Сердитые те окрики и, главное, бездействие командира осудило все отделение. Даже вслух. В личное время. В курилке. И не вдруг поняли молодые конники мотивы поступка отделенного. Не день спустя, не месяц даже. А подумать бы сразу, куда убежит конь? На конюшню. Не дальше. Только и ущербу, что повод порвать может, если копытом зацепит. Важно другое: всадник должен сам быть полновластным хозяином коня, себе его подчинить, а не дядиными руками удерживать его в повиновении. Выбил конь тебя из седла, сам лови его, сам вновь садись. Не осилишь, не быть тебе кавалеристом. Никогда. А окрик строгий? Он тоже очень нужен. Он взметнет волей-неволей, а если не взметнет, худо дело, стало быть. На помощь, значит, спеши командир.
Вот чего ради и рявкал отделенный. Не по злобе, а для добра.
Вскочил Паничкин, отряхивается от пыли и песка, но спохватился и побежал за Буйным, крича ему: «Стой! Стой, поганец! Ну, стой же», – только конь и ухом не ведет, гордо рысит к воротам. Вольный он сейчас и за вольность свою готов постоять и копытами, и зубами. Кто осмелится догнать его сейчас?!
И верно, попятились от ворот новобранцы, расширяя коридор для коня, и только один из них, Константин Гончаров, встал столбом в самом центре ворот и впился немигающим взглядом в конскую морду, словно хотел загипнотизировать строптивца, а может, понять его намерение, чтобы опередить.
Конь и человек – поединок силы и разума. Прибавил рыси Буйный, Константин же стоит вкопанно, ноги только пошире расставил и спружинил их, согнув чуток в коленях. Сейчас налетит конь на человека мощностью своей, смелой наглостью, словно и в самом деле понимал он свое в данный момент превосходство. Вот он уже вскинулся на свечку, взметнув ноги. Еще миг – и полетит сбитый копытами человек на песок. Замерли все бездыханно, но через миг вздохнули облегченно, единой грудью, загомонили радостно, пока еще не совсем понимая свершившееся чудо.

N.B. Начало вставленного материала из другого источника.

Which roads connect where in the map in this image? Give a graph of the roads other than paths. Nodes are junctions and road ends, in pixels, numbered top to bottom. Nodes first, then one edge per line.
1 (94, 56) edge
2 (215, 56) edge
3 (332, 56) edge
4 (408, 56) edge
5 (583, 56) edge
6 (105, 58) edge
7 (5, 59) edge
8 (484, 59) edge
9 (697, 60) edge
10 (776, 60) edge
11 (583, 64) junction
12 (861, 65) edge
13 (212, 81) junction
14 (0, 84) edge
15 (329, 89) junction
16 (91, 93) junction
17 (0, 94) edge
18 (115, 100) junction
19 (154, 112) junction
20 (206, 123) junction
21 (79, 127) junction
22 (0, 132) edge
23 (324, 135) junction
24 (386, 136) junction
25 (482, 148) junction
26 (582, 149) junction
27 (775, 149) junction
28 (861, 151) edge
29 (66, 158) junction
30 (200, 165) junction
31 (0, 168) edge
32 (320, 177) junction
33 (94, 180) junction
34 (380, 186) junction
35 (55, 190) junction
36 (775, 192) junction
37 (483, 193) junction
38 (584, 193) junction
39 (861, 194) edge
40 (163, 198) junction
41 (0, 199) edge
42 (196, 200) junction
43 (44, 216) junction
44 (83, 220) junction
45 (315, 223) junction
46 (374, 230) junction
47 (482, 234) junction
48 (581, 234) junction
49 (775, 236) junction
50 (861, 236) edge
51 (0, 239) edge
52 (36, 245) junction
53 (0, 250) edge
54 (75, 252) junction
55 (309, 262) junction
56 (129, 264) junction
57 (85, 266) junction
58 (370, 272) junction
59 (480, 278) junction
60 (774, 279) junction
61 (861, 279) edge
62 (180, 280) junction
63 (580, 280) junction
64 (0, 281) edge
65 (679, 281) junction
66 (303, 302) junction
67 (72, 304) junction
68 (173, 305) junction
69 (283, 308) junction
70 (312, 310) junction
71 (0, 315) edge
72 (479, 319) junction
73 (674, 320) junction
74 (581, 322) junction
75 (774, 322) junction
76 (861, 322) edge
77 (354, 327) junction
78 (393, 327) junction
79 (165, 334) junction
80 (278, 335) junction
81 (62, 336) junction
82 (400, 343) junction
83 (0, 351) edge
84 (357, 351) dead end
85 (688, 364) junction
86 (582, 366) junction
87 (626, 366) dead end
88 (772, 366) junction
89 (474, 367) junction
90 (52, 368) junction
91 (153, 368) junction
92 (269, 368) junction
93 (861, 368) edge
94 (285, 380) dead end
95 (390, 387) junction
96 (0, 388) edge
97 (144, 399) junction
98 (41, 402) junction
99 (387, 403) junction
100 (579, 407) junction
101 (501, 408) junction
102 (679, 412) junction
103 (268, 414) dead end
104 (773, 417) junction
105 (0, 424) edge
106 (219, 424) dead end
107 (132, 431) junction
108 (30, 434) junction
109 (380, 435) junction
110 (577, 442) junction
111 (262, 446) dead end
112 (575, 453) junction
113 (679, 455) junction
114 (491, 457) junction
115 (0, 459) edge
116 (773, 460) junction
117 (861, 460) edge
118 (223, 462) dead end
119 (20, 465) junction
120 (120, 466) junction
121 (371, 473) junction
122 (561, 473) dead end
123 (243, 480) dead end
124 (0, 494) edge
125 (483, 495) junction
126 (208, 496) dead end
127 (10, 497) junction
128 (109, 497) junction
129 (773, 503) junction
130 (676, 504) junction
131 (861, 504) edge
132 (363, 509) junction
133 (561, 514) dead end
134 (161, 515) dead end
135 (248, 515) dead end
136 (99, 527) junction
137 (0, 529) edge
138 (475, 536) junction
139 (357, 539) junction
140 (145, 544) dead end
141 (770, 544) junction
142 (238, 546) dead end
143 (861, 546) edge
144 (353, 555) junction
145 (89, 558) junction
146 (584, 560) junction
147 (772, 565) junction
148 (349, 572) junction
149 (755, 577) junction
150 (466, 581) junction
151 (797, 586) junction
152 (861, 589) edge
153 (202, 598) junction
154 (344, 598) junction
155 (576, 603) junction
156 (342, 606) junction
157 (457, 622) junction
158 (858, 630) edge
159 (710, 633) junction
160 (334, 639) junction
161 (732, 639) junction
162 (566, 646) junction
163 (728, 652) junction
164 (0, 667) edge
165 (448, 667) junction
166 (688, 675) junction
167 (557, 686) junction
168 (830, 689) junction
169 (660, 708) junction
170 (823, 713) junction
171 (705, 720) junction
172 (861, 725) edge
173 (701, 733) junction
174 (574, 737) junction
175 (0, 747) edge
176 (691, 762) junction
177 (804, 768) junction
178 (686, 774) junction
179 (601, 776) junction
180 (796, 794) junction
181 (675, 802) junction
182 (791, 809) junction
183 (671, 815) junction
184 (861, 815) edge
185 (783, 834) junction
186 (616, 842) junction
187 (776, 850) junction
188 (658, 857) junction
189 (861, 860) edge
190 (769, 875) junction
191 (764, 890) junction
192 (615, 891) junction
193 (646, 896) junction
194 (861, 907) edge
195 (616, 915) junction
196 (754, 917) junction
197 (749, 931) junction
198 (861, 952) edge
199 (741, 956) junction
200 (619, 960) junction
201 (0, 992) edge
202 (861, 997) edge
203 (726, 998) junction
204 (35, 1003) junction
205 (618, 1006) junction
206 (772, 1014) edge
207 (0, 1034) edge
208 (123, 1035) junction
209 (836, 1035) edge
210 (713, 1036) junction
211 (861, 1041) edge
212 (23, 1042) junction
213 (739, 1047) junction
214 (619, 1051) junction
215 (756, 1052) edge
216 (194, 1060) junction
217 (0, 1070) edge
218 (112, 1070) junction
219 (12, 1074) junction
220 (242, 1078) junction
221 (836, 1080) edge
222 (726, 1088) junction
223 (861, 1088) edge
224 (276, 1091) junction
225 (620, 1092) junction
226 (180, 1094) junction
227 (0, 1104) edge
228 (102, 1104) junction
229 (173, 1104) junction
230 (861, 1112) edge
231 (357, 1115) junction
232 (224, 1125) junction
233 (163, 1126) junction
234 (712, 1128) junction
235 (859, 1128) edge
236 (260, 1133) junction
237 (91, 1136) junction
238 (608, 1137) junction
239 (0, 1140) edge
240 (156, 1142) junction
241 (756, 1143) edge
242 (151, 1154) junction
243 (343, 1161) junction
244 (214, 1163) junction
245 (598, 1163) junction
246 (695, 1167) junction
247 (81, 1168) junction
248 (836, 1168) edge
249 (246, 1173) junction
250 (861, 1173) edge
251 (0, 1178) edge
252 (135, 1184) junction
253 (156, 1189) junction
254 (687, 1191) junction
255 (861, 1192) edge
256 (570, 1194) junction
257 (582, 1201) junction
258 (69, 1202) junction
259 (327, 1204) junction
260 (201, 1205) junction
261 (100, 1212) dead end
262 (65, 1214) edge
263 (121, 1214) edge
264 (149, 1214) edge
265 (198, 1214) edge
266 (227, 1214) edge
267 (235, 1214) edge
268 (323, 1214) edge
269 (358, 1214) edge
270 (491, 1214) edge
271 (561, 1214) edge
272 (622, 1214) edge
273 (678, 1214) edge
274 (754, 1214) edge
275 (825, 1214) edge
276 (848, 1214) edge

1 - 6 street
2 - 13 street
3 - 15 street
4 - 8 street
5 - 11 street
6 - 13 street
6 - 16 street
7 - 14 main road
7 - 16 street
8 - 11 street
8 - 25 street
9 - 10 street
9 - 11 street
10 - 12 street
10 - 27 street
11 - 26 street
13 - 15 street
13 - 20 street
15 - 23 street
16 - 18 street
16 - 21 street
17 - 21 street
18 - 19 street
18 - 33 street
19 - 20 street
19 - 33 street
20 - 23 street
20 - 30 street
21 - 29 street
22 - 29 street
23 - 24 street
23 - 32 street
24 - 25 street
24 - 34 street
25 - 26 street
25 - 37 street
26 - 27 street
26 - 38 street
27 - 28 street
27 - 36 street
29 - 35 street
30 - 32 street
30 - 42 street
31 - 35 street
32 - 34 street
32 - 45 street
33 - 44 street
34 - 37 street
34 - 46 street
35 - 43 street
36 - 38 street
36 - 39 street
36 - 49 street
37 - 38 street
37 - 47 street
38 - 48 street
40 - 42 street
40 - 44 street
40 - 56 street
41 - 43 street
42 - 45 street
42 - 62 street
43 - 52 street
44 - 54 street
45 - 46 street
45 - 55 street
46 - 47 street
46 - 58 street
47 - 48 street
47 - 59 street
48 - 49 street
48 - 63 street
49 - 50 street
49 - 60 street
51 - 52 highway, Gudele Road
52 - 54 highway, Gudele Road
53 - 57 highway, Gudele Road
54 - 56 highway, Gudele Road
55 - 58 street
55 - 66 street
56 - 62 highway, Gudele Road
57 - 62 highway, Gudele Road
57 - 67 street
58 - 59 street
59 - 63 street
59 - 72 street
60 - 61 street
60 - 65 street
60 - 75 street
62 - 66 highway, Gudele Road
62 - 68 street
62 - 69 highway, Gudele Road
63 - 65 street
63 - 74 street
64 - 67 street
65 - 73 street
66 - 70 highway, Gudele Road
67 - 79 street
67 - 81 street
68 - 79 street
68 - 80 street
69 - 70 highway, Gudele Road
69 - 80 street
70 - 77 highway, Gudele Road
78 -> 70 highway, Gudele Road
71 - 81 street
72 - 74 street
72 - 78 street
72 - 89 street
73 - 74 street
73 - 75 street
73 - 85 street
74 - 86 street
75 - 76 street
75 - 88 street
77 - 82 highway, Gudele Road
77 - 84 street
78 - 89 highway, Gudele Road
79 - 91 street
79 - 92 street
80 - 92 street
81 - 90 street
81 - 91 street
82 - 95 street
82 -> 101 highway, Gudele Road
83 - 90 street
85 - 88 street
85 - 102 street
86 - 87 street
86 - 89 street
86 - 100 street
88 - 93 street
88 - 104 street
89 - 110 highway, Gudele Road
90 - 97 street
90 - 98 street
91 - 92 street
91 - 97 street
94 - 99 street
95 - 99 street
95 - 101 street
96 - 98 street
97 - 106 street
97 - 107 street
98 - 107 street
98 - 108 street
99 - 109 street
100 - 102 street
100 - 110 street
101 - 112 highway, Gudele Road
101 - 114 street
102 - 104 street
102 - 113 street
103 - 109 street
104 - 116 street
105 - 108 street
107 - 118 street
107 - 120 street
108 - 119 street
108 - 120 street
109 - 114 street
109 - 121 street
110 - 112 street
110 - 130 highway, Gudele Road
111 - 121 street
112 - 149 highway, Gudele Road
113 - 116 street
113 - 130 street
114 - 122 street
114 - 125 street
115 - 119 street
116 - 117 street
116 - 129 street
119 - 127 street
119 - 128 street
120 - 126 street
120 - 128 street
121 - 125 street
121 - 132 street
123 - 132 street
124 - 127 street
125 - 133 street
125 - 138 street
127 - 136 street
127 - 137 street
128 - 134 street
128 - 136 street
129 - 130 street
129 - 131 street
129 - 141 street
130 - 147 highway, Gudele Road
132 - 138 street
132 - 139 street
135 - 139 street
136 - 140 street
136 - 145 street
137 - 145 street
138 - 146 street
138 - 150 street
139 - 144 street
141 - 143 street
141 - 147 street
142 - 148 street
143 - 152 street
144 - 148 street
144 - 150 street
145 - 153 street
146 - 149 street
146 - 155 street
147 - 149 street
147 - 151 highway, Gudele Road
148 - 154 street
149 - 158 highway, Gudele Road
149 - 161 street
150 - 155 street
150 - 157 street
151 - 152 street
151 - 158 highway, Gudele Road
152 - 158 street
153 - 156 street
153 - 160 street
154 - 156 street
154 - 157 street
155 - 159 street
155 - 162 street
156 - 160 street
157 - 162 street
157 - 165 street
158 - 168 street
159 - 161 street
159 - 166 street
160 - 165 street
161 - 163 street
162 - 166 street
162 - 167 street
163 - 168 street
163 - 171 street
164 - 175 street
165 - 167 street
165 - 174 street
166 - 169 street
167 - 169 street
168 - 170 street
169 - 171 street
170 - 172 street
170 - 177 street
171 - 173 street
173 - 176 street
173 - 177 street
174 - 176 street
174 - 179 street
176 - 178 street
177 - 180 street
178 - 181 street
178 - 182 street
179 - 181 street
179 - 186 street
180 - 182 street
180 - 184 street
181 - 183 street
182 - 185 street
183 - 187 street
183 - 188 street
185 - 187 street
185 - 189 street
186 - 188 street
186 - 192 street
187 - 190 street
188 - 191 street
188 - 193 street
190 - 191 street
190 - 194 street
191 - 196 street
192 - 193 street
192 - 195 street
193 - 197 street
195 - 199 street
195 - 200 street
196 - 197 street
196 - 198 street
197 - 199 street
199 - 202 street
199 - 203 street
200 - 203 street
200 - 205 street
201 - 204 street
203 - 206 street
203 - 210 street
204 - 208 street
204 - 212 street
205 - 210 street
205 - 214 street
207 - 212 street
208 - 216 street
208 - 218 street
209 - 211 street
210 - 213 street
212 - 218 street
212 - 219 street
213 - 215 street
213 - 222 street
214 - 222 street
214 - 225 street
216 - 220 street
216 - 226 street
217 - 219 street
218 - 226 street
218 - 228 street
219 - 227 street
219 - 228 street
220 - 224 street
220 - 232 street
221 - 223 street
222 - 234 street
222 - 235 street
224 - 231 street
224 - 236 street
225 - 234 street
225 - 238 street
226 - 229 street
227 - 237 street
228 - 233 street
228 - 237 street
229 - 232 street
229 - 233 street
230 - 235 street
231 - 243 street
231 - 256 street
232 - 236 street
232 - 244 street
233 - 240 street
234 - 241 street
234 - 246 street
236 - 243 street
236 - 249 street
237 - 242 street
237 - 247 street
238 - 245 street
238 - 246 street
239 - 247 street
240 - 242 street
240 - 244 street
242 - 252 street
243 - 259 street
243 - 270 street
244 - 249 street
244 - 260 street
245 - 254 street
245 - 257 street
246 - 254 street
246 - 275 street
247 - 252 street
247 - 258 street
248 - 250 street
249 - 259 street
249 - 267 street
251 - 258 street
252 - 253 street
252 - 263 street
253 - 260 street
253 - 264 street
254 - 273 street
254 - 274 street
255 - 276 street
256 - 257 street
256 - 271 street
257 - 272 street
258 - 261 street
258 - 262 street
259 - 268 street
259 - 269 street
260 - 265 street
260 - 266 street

А чуда никакого не было, просто отпрянул в сторону Константин, подпрыгнул, ухватив Буйного за повод, огрел другой рукой по морде со всей силы, отчего Буйный даже взвизгнул, и уже сидит в седле, мягко уперев в конские бока шпоры и крепко удерживая повод.
– Побалуй мне!
Не таких вольнолюбцев усмирял он на кузнице, не нутреца конюшенного, а едва познавших седло жеребцов косячных неволил стоять смирно, прижигая копыта их горячей подковой. Въехал в строй на положенное Буйному место и позвал Паничкина:
– Иди садись. – Передавая повод, посоветовал: – Ногами плотней обхватись. Вот так. Удила на губе чувствуй поводом. Если взбрыкивать начнет, шпорь, сам за холку хватайся.
Противоуставный для кавалериста совет, кавалерия – не деревня, но смолчал командир отделения, покоренный смелостью, ловкостью и силой Гончарова. Простил ему и самовольство, хотя по всем уставам командовать в отделении положено только ему одному. Но что делать, если все так получилось: не по-уставному, но очень уж ладно?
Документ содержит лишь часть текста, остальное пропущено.